Shannon, Coding and the Radio Amateur

by James Miller, G3RUH


In a previous Oscar News (ref 1,8) I described the error detection and correction (EDAC) of Oscar-13's computer memory.  I showed how the simple addition of a few redundant "parity bits" to each data byte achieved this, and ended by noting that this technique is used to increase data transmission reliability.  That is, you send more bits than you started with, so for a fixed transmitter power the intrinsic bit error rate worsens.  However the error correction scheme more than makes up for this, a result which seems to defy intuition, but which is the justifiable substance of C. E. Shannon's famous coding theorems. (ref 2)
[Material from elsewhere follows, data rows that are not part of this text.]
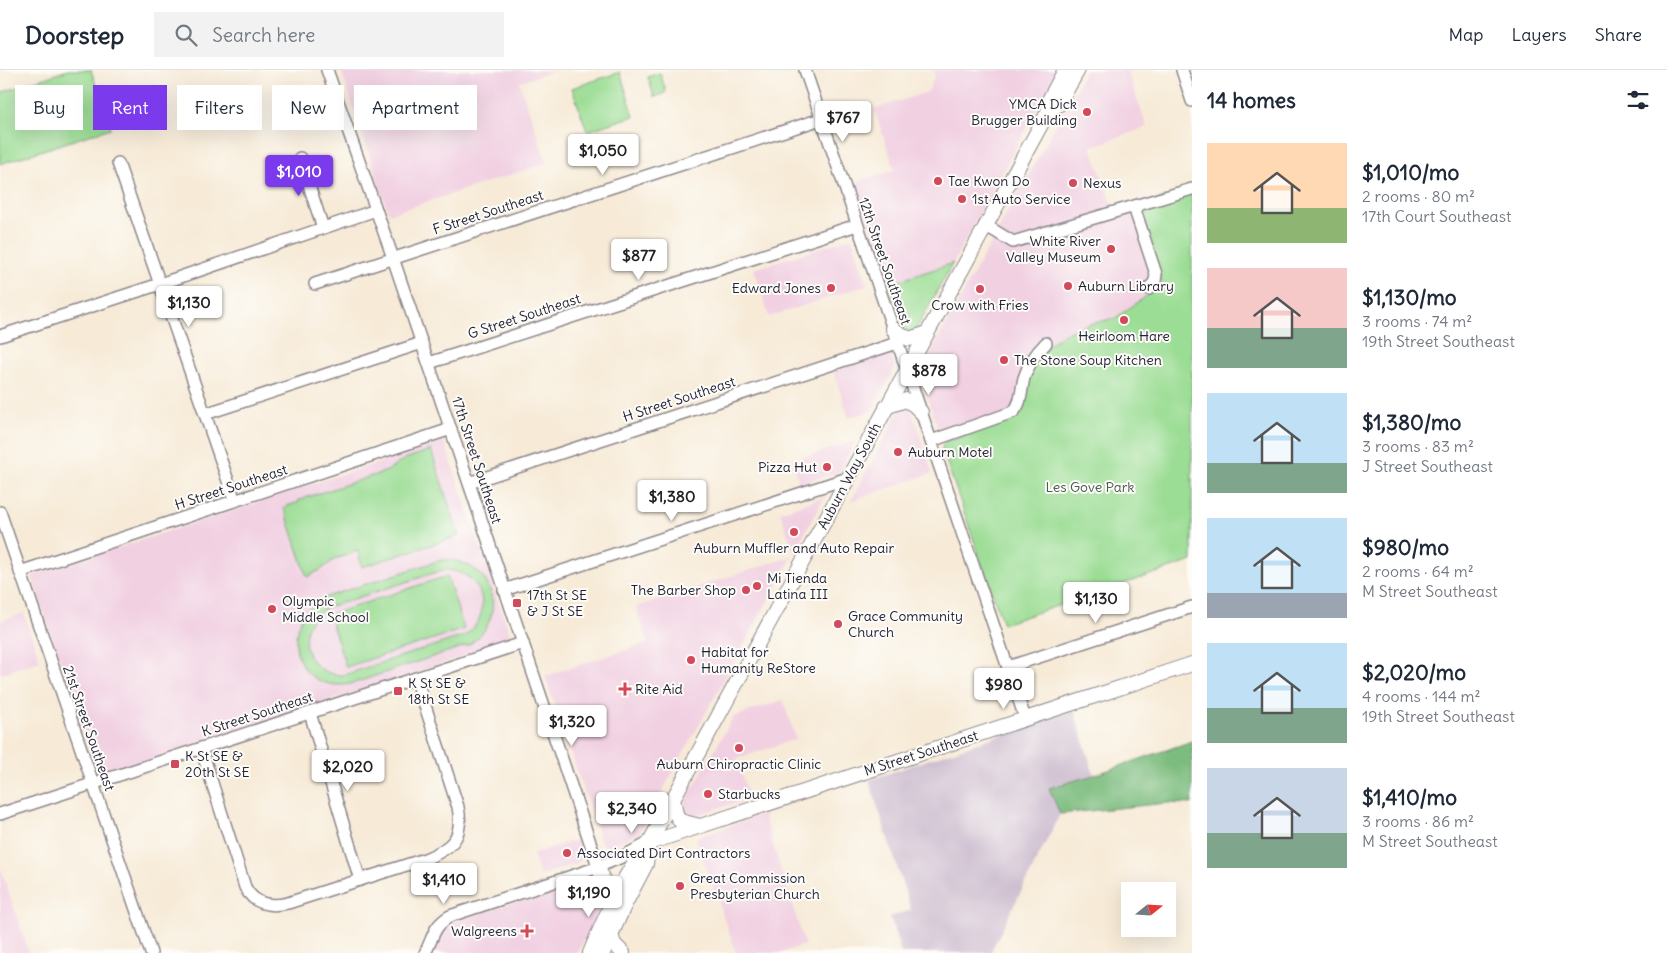 <!DOCTYPE html>
<meta charset="utf-8">
<style>
body{margin:0;font-family:Delius,sans-serif;background:#f2f2f3;color:#1f2937;height:100vh;display:flex;flex-direction:column;font-size:19px;white-space:nowrap}
*{box-sizing:border-box;margin:0}
p{font-size:16px;color:#747a83}
.icon{flex:none;width:28px;height:28px;fill:none;stroke:currentColor;stroke-width:2;stroke-linecap:round;stroke-linejoin:round}
.map{position:relative;flex:1;overflow:hidden}
.panel{display:flex;flex-direction:column;background:#fff;width:475px}
.panel>*{flex:none}
.banner{position:absolute;left:15px;top:15px;width:475px;height:45px;display:flex;gap:10px}
.needle{width:32px;rotate:72deg}
.buttons{position:absolute;left:1121px;top:812px;display:grid;gap:10px}
.buttons a{display:grid;place-items:center;width:55px;height:55px;border-radius:0px;background:#fff;box-shadow:0 5px 20px #0002;font-size:25px}
.price{position:absolute;translate:-50% -42px;padding:0 11px;border-radius:5px;background:#fff;color:#222;font-size:16px;line-height:32px;filter:drop-shadow(0 1px 2px #0008)}
.price::after{content:'';position:absolute;left:50%;top:30px;width:15px;height:11px;margin-left:-8px;background:inherit;clip-path:polygon(0 0,100% 0,50% 100%)}
.price.current{background:#7c3aed;color:#fff}
ul{padding:0;list-style:none}
li{display:flex;align-items:center;gap:15px;height:125px;padding:0 15px}
li span{display:grid;place-items:center;flex:none;width:140px;height:100px;border-radius:0px;color:#555}
li>.icon{margin-inline-start:auto}
span .icon{width:60px;height:60px;fill:#fffc;stroke-width:1}
li b{font-size:21px}
h2{display:flex;justify-content:space-between;align-items:center;height:60px;padding:0 15px;font-size:21px}
.tag{padding:0 18px;border-radius:0px;background:#fff;box-shadow:0 5px 20px #0002;font-size:18px;line-height:45px}
.tag.current{background:#7c3aed;color:#fff}
header{display:flex;align-items:center;gap:30px;box-sizing:border-box;height:70px;padding:0 25px;background:#fff;border-bottom:1px solid #e0e1e3}
header strong{font-size:24px}
nav{display:flex;gap:28px;margin-inline-start:auto;font-size:18px}
.search{width:350px;height:45px;background:#f2f2f3;display:flex;align-items:center;gap:12px;box-sizing:border-box;padding:0 18px;border-radius:0px;color:#747a83;font-size:19px}
main{display:flex;flex:1;min-height:0}
.map>svg:first-child{display:block}
.built{fill:#f1d0e2}
.industrial{fill:#cebed0}
.green{fill:#9bdd94;stroke:#5e8068;fill-rule:evenodd}
.forest{fill:#7cbc7e;stroke:#4f6f5c}
.lines{fill:none;stroke-linecap:round;stroke-linejoin:round}
.minor-casing{stroke:#8c868a;stroke-width:14}
.major-casing{stroke:#8c868a;stroke-width:16}
.minor{stroke:#fff;stroke-width:11}
.major{stroke:#fff;stroke-width:14}
.poi-dot{fill:#d1495b;stroke:#fdfcf7;stroke-width:2}
.labels{text-anchor:middle;stroke-width:4;stroke-linejoin:round;paint-order:stroke}
.poi-label{font-size:14px;fill:#22223b;stroke:#fdfcf7;text-anchor:start}
.street-label{font-size:14px;fill:#22223b;stroke:#fdfcf7}
.park-label{font-size:14px;fill:#465a56;stroke:#fdfcf7}
</style>
<header>
<strong>Doorstep</strong>
<div class="search"><svg class="icon" aria-label="search" viewBox="0 0 24 24"><circle cx="10" cy="10" r="6"/><path d="M15 15l6 6"/></svg>Search here</div>
<nav><a>Map</a><a>Layers</a><a>Share</a></nav>
</header>
<main>
<div class="map">
<svg width="1192" height="883" viewBox="0 0 1192 883">
<rect width="100%" height="100%" fill="#fdfcf7"/>
<filter id="ink" filterUnits="userSpaceOnUse"><feTurbulence type="fractalNoise" baseFrequency=".02" numOctaves="2"/><feDisplacementMap in="SourceGraphic" scale="10" xChannelSelector="R" yChannelSelector="G"/><feConvolveMatrix kernelMatrix="1 2 1 2 8 2 1 2 1" color-interpolation-filters="sRGB"/></filter>
<filter id="wash" filterUnits="userSpaceOnUse"><feTurbulence type="fractalNoise" baseFrequency=".0096" numOctaves="4" result="noise"/><feDisplacementMap in="SourceGraphic" scale="20" xChannelSelector="R" yChannelSelector="G"/><feGaussianBlur stdDeviation="1.12" result="paint"/><feColorMatrix in="noise" values="0 0 0 0 0 0 0 0 0 0 0 0 0 0 0 0 0 1.4 0 .05"/><feComposite in="paint" operator="in"/></filter>
<g filter="url(#wash)">
<rect width="100%" height="100%" fill="#f7ebd8"/>
<!-- built -->
<g class="built">
<polygon points="341,0 556,0 519,12 547,93 389,144"/>
<polygon points="934,0 1058,0 953,193 889,214 855,112 895,100 874,39 928,22 935,5"/>
<polygon points="1086,0 1127,0 1147,57 1091,77 1113,137 1138,136 1162,212 1158,218 1109,250 1014,348 1002,353 993,353 977,358 963,366 945,372 937,356 919,303"/>
<polygon points="852,168 867,215 769,247 754,199"/>
<polygon points="888,283 893,288 895,298 872,340 849,348 833,301"/>
<polygon points="905,336 911,338 932,403 851,431 900,338"/>
<polygon points="444,371 512,571 98,707 32,506"/>
<polygon points="855,371 839,402 799,414 792,391"/>
<polygon points="825,426 794,482 780,442"/>
<polygon points="793,486 639,763 608,777 606,776 601,772 545,606 648,573 636,537"/>
<polygon points="24,543 40,591 0,604 0,551"/>
<polygon points="783,630 796,669 736,689 750,729 688,747 683,744 682,738 733,647"/>
<polygon points="763,744 805,875 779,883 736,883 696,768"/>
<polygon points="579,769 583,781 581,789 578,793 540,806 533,784"/>
<polygon points="0,796 29,883 0,883"/>
<polygon points="593,810 596,812 601,828 601,839 577,883 435,883 440,865 442,861 451,853 529,827 543,826"/>
</g>
<!-- industrial -->
<polygon class="industrial" points="1074,640 1094,705 1049,718 1060,744 990,883 901,883 890,847 911,840 869,710"/>
<!-- green -->
<g class="green">
<polygon points="68,0 91,0 111,58 0,94 0,23"/>
<polygon points="620,2 634,46 587,61 572,18"/>
<polygon points="660,3 666,21 664,24 654,27 648,7"/>
<path d="M1192,119V491L1003,554L942,379C943,376 942,374 945,372C950,369 959,369 964,366C974,361 982,355 993,353C1003,351 1009,353 1018,345L1029,302L1050,274L1063,264L1090,254L1115,248L1158,218L1162,212L1138,136Z"/>
<polygon points="953,193 915,261 909,263 905,260 889,214"/>
<polygon points="431,380 459,466 362,497 358,481 335,489 322,499 307,507 284,437 299,432 299,430 387,401 405,389"/>
<path d="M441,490C493,487 512,548 468,575C440,584 412,594 384,603C370,607 355,615 340,615C288,615 280,546 326,527ZM443,500C482,499 497,544 464,566L344,605C302,606 290,553 329,537Z"/>
<polygon points="447,506 464,559 346,597 329,545"/>
</g>
<!-- forest -->
<polygon class="forest" points="1192,671 1192,734 1167,733 1060,744 1049,718 1094,705"/>
</g>
<g filter="url(#ink)">
<g class="lines">
<defs>
<g id="minor">
<polyline points="327,0 393,188 596,790"/>
<polyline points="805,0 1025,648"/>
<polyline points="1182,0 1192,31"/>
<polyline points="300,88 323,158"/>
<polyline points="118,93 235,431"/>
<polyline points="1134,137 1156,204 1155,211 1149,219"/>
<polyline points="985,155 1013,172 1192,119"/>
<polyline points="315,214 821,49"/>
<polyline points="0,266 160,214 376,140"/>
<polyline points="429,293 857,155"/>
<polyline points="205,344 422,273"/>
<path d="M931,371L1013,342C1022,334 1021,319 1024,308C1028,295 1036,283 1046,273"/>
<polyline points="469,413 897,273"/>
<polyline points="0,442 151,883"/>
<polyline points="20,502 451,359"/>
<polyline points="504,520 848,408"/>
<polyline points="1008,597 1192,537"/>
<polyline points="310,643 360,810"/>
<path d="M201,678L245,817C254,835 270,837 288,833L425,789C452,778 464,768 458,737L416,608"/>
<polyline points="0,744 523,573"/>
<path d="M425,883C434,867 432,857 450,846L590,800L622,787L647,774"/>
</g>
<g id="major">
<polyline points="1049,40 1058,35 1078,0"/>
<polyline points="893,259 909,269 925,264"/>
<polyline points="886,337 906,330 914,335 921,342"/>
<polyline points="673,728 676,744 680,751 700,756"/>
<polyline points="649,773 1192,594"/>
<polyline points="598,796 608,825 609,840"/>
<polyline points="611,864 614,874 623,883"/>
<path d="M590,883C606,845 623,804 649,773L1049,40V30L1065,0"/>
<polyline points="603,883 625,834 646,794 649,773"/>
</g>
</defs>
<!-- minor casing -->
<use href="#minor" class="minor-casing"/>
<!-- major casing -->
<use href="#major" class="major-casing"/>
<!-- minor -->
<use href="#minor" class="minor"/>
<!-- major -->
<use href="#major" class="major"/>
</g>
</g>
<!-- markers -->
<g class="poi-dot">
<circle cx="1087" cy="42" r="5"/>
<circle cx="938" cy="111" r="5"/>
<circle cx="1073" cy="113" r="5"/>
<circle cx="962" cy="129" r="5"/>
<circle cx="1111" cy="179" r="5"/>
<circle cx="1068" cy="216" r="5"/>
<circle cx="831" cy="218" r="5"/>
<circle cx="980" cy="219" r="5"/>
<circle cx="1124" cy="250" r="5"/>
<circle cx="1004" cy="290" r="5"/>
<circle cx="898" cy="382" r="5"/>
<circle cx="827" cy="397" r="5"/>
<circle cx="794" cy="462" r="5"/>
<circle cx="757" cy="516" r="5"/>
<circle cx="746" cy="520" r="5"/>
<rect x="512" y="528" width="10" height="10" rx="2.5"/>
<circle cx="272" cy="539" r="5"/>
<circle cx="838" cy="554" r="5"/>
<circle cx="691" cy="590" r="5"/>
<path d="M622.5 611.5h5v5h5v5h-5v5h-5v-5h-5v-5h5z"/>
<rect x="393" y="616" width="10" height="10" rx="2.5"/>
<circle cx="739" cy="678" r="5"/>
<rect x="170" y="689" width="10" height="10" rx="2.5"/>
<circle cx="708" cy="724" r="5"/>
<circle cx="567" cy="783" r="5"/>
<circle cx="680" cy="816" r="5"/>
<path d="M524.5 853.5h5v5h5v5h-5v5h-5v-5h-5v-5h5z"/>
</g>
<g class="labels">
<!-- poi labels -->
<g class="poi-label">
<text x="1077" y="39" text-anchor="end">YMCA Dick<tspan x="1077" dy="16">Brugger Building</tspan></text>
<text x="948" y="116">Tae Kwon Do</text>
<text x="1083" y="118">Nexus</text>
<text x="972" y="134">1st Auto Service</text>
<text x="1101" y="176" text-anchor="end">White River<tspan x="1101" dy="16">Valley Museum</tspan></text>
<text x="1078" y="221">Auburn Library</text>
<text x="821" y="223" text-anchor="end">Edward Jones</text>
<text x="980" y="240" text-anchor="middle">Crow with Fries</text>
<text x="1124" y="271" text-anchor="middle">Heirloom Hare</text>
<text x="1014" y="295">The Stone Soup Kitchen</text>
<text x="908" y="387">Auburn Motel</text>
<text x="817" y="402" text-anchor="end">Pizza Hut</text>
<text x="794" y="483" text-anchor="middle">Auburn Muffler and Auto Repair</text>
<text x="767" y="513">Mi Tienda<tspan x="767" dy="16">Latina III</tspan></text>
<text x="736" y="525" text-anchor="end">The Barber Shop</text>
<text x="527" y="530">17th St SE<tspan x="527" dy="16">&amp; J St SE</tspan></text>
<text x="282" y="536">Olympic<tspan x="282" dy="16">Middle School</tspan></text>
<text x="848" y="551">Grace Community<tspan x="848" dy="16">Church</tspan></text>
<text x="701" y="587">Habitat for<tspan x="701" dy="16">Humanity ReStore</tspan></text>
<text x="408" y="618">K St SE &amp;<tspan x="408" dy="16">18th St SE</tspan></text>
<text x="635" y="624">Rite Aid</text>
<text x="185" y="691">K St SE &amp;<tspan x="185" dy="16">20th St SE</tspan></text>
<text x="739" y="699" text-anchor="middle">Auburn Chiropractic Clinic</text>
<text x="718" y="729">Starbucks</text>
<text x="577" y="788">Associated Dirt Contractors</text>
<text x="690" y="813">Great Commission<tspan x="690" dy="16">Presbyterian Church</tspan></text>
<text x="517" y="866" text-anchor="end">Walgreens</text>
</g>
<!-- street labels -->
<g class="street-label">
<text transform="translate(488 142) rotate(-18)" y="5">F Street Southeast</text>
<text transform="translate(885 191) rotate(71)" y="5">12th Street Southeast</text>
<text transform="translate(524 246) rotate(-18)" y="5">G Street Southeast</text>
<text transform="translate(679 329) rotate(-18)" y="5">H Street Southeast</text>
<text transform="translate(477 390) rotate(72)" y="5">17th Street Southeast</text>
<text transform="translate(849 406) rotate(-62)" y="5">Auburn Way South</text>
<text transform="translate(231 417) rotate(-18)" y="5">H Street Southeast</text>
<text transform="translate(257 644) rotate(-18)" y="5">K Street Southeast</text>
<text transform="translate(89 658) rotate(71)" y="5">21st Street Southeast</text>
<text transform="translate(921 683) rotate(-18)" y="5">M Street Southeast</text>
</g>
<!-- park labels -->
<g class="park-label">
<text x="1090" y="422">Les Gove Park</text>
</g>
</g>
</svg>
<div class="buttons">
<a><svg class="needle" viewBox="-14 -14 28 28"><path d="M0-13l5 13h-10z" fill="#e53935"/><path d="M0 13l5-13h-10z" fill="#747a83"/></svg></a>
</div>
<b class="price" style="left:843px;top:73px">$767</b>
<b class="price" style="left:603px;top:106px">$1,050</b>
<b class="price current" style="left:299px;top:127px">$1,010</b>
<b class="price" style="left:639px;top:211px">$877</b>
<b class="price" style="left:189px;top:258px">$1,130</b>
<b class="price" style="left:929px;top:326px">$878</b>
<b class="price" style="left:672px;top:452px">$1,380</b>
<b class="price" style="left:1096px;top:554px">$1,130</b>
<b class="price" style="left:1004px;top:640px">$980</b>
<b class="price" style="left:572px;top:677px">$1,320</b>
<b class="price" style="left:348px;top:722px">$2,020</b>
<b class="price" style="left:632px;top:764px">$2,340</b>
<b class="price" style="left:444px;top:835px">$1,410</b>
<b class="price" style="left:589px;top:848px">$1,190</b>
<div class="banner">
<a class="tag">Buy</a>
<a class="tag current">Rent</a>
<a class="tag">Filters</a>
<a class="tag">New</a>
<a class="tag">Apartment</a>
</div>
</div>
<section class="panel">
<h2>14 homes<svg class="icon" aria-label="filters" viewBox="0 0 24 24"><path d="M4 7h16M4 17h16"/><circle cx="9" cy="7" r="2"/><circle cx="15" cy="17" r="2"/></svg></h2>
<ul>
<li><span style="background:linear-gradient(#ffd9b3 65%,#8fb573 0)"><svg class="icon" aria-label="home" viewBox="0 0 24 24"><path d="M3 11l9-7 9 7M6 9v11h12V9"/></svg></span><div><b>$1,010/mo</b><p>2 rooms · 80 m²</p><p>17th Court Southeast</p></div></li>
<li><span style="background:linear-gradient(#f6c9c9 60%,#7fa58c 0)"><svg class="icon" aria-label="home" viewBox="0 0 24 24"><path d="M3 11l9-7 9 7M6 9v11h12V9"/></svg></span><div><b>$1,130/mo</b><p>3 rooms · 74 m²</p><p>19th Street Southeast</p></div></li>
<li><span style="background:linear-gradient(#bfe0f5 70%,#7fa58c 0)"><svg class="icon" aria-label="home" viewBox="0 0 24 24"><path d="M3 11l9-7 9 7M6 9v11h12V9"/></svg></span><div><b>$1,380/mo</b><p>3 rooms · 83 m²</p><p>J Street Southeast</p></div></li>
<li><span style="background:linear-gradient(#bfe0f5 75%,#9aa5b1 0)"><svg class="icon" aria-label="home" viewBox="0 0 24 24"><path d="M3 11l9-7 9 7M6 9v11h12V9"/></svg></span><div><b>$980/mo</b><p>2 rooms · 64 m²</p><p>M Street Southeast</p></div></li>
<li><span style="background:linear-gradient(#bfe0f5 65%,#7fa58c 0)"><svg class="icon" aria-label="home" viewBox="0 0 24 24"><path d="M3 11l9-7 9 7M6 9v11h12V9"/></svg></span><div><b>$2,020/mo</b><p>4 rooms · 144 m²</p><p>19th Street Southeast</p></div></li>
<li><span style="background:linear-gradient(#c9d6e8 65%,#7fa58c 0)"><svg class="icon" aria-label="home" viewBox="0 0 24 24"><path d="M3 11l9-7 9 7M6 9v11h12V9"/></svg></span><div><b>$1,410/mo</b><p>3 rooms · 86 m²</p><p>M Street Southeast</p></div></li>
</ul>
</section>
</main>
We are not in the realms of academia here.  When space communication costs are reckoned in millions of $$$ per dB (ref 4), schemes that provide more bytes for your buck are of the greatest importance.  Their use in amateur radio isn't far away.  Intrigued?  This article is a brief introduction.

A Baseline System

Lets explore; first of all we look at the standard baseline system, binary PSK transmission.  That is to say, a 0 is sent by a carrier with phase 0 degrees, and a 1 by phase 180 degrees, i.e. inverted.  The optimum demodulator (PSK decoder) processes the received carrier to detect a 1 or 0.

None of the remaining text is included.